The Denuo C Compiler is my second attempt at a C compiler. Currently I am working on the front end, including the preprocessor, a deterministic recursive-descent parser, comprehensive error messages, and thorough unit tests.
Denuos was my second attempt at writing my own operating system. This time I got substantially farther. Some features implemented so far: basic VGA rendering, keyboard and timer interrupts handled via PIC, dynamically allocated memory, and the beginnings of a system call interface with working transitions between privilege levels.
VOS was my first venture in writing my own operating system. I didn't get very far, as I was consumed by the minutia of trying to get Rust to compile for 16 bit protected mode--going so far as recompiling many of the core libraries myself before there was much ecosystem support for this. Perhaps the most interesting part of this project is the reasonably complete and well documented FAT filesystem implementation I planned to use.
Brainrust is a simple Brainfuck interpreter. It performs some obvious reductions in repetitive instructions. Similarly, brain86 is a trivial 60 line program I wrote to translate Brainfuck to x86 assembly.
As I've written about elsewhere, I have an interest in cryptography. I tried several times to implement basic security primitives in Lua (despite what everyone says). I only successfully finished SHA2. Eventually some one ended up finding a bug in my code much to my surprise that anyone ever even found my code, let alone used it.

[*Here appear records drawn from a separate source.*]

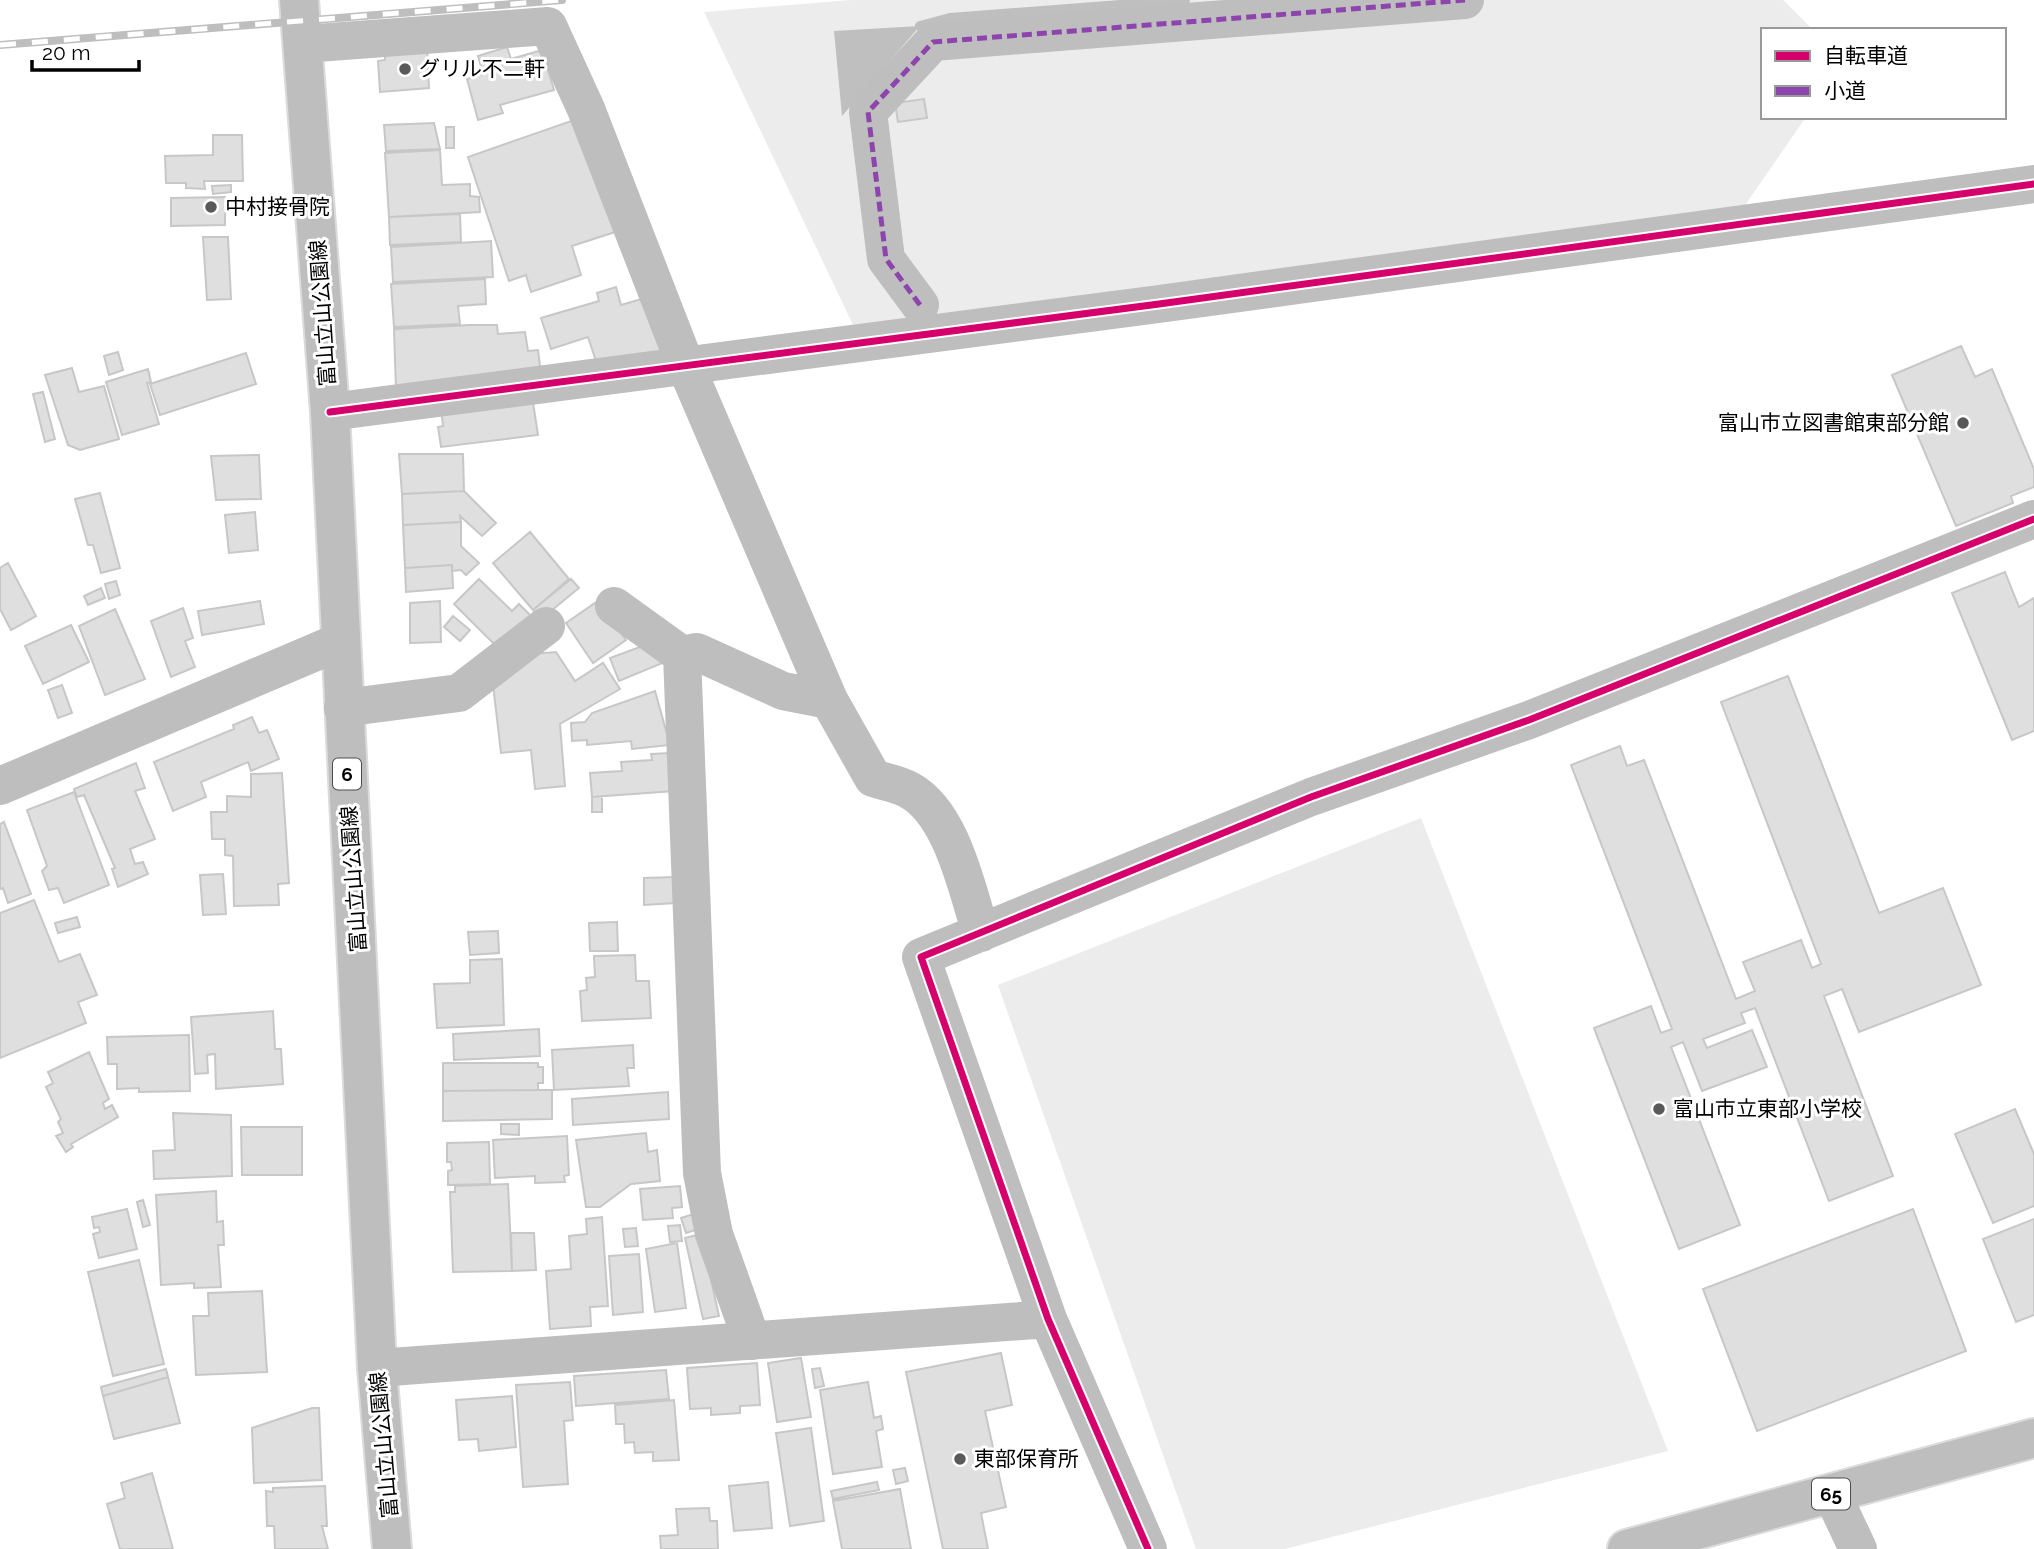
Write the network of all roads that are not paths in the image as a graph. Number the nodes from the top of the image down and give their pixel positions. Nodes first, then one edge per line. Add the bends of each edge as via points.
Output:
1 (299, 0) edge
2 (1465, 0) edge
3 (303, 44) junction
4 (2034, 184) edge
5 (920, 305) dead end
6 (685, 364) junction
7 (330, 412) junction
8 (2034, 519) edge
9 (614, 606) dead end
10 (546, 626) dead end
11 (339, 642) junction
12 (682, 654) junction
13 (829, 700) junction
14 (343, 708) junction
15 (0, 786) edge
16 (981, 933) junction
17 (1048, 1319) junction
18 (752, 1340) junction
19 (377, 1368) junction
20 (2034, 1438) edge
21 (1832, 1494) junction
22 (392, 1549) edge
23 (1148, 1549) edge
24 (1627, 1549) edge
25 (1858, 1549) edge

1 - 3 street, 富山立山公園線 / 6
2 - 5 street via 933,42 868,111 886,259
3 - 6 street via 548,26 586,109
3 - 7 street, 富山立山公園線 / 6
4 - 6 street
6 - 7 street
6 - 13 street
7 - 11 street, 富山立山公園線 / 6
8 - 16 street via 1529,720 1311,797
9 - 12 street
10 - 14 street via 458,693
11 - 14 street, 富山立山公園線 / 6
11 - 15 street
12 - 13 street via 697,652 783,691
12 - 18 street via 702,1174 714,1234
13 - 16 street via 873,778 910,790 939,816
14 - 19 street, 富山立山公園線 / 6
16 - 17 street via 921,957
17 - 18 street
17 - 23 street
18 - 19 street
19 - 22 street, 富山立山公園線 / 6
20 - 21 street, 65 / 65
21 - 24 street, 65 / 65
21 - 25 street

Lua Bytecode Interpreter (2012)
LBI was a project initiated out of necessity. I began programming because
of an online game called Roblox, which can vaguely be described as a
platform for kids to create lego-like games that are scripted using Lua. Roblox
creators often utilized a technique of obfuscation whereby they uploaded their
scripts as precompiled bytecode in order to prevent introspection or
modification. This was a form of copy-protection because scripts were ran on the
user's computer and could be read from memory and then used to create a
competing game. In 2012, Roblox removed the
loadstring() function that enabled
the loading of bytecode. Thus, by implementing this project I was hoping to
salvage scripts I and many others had already precompiled.
This functionality was removed because specially crafted bytecode can exploit the internal state of the Lua virtual machine and potentially whatever C application is using it. These attacks are documented here. I attempted to apply some of these attacks to Roblox, but didn't find any C functions that seemed exploitable. However, I did encounter several modifications the Roblox developers had made to harden the VM, including adding read-only tables (as an atomic type, not accomplished through metatables).
I emailed one of the lead developers about both my findings and the original
documentation of these bugs on 22 August 2011. They largely ignored my findings
at the time because I had not actually found a useful way to exploit the game.
Almost exactly one year later, Roblox announced the removal of
loadstring. Someone else had found a Roblox API that was vulnerable
to this exploit.
Maximum Overdrive System (2011)
MODS is a Lua bytecode assembler and disassembler.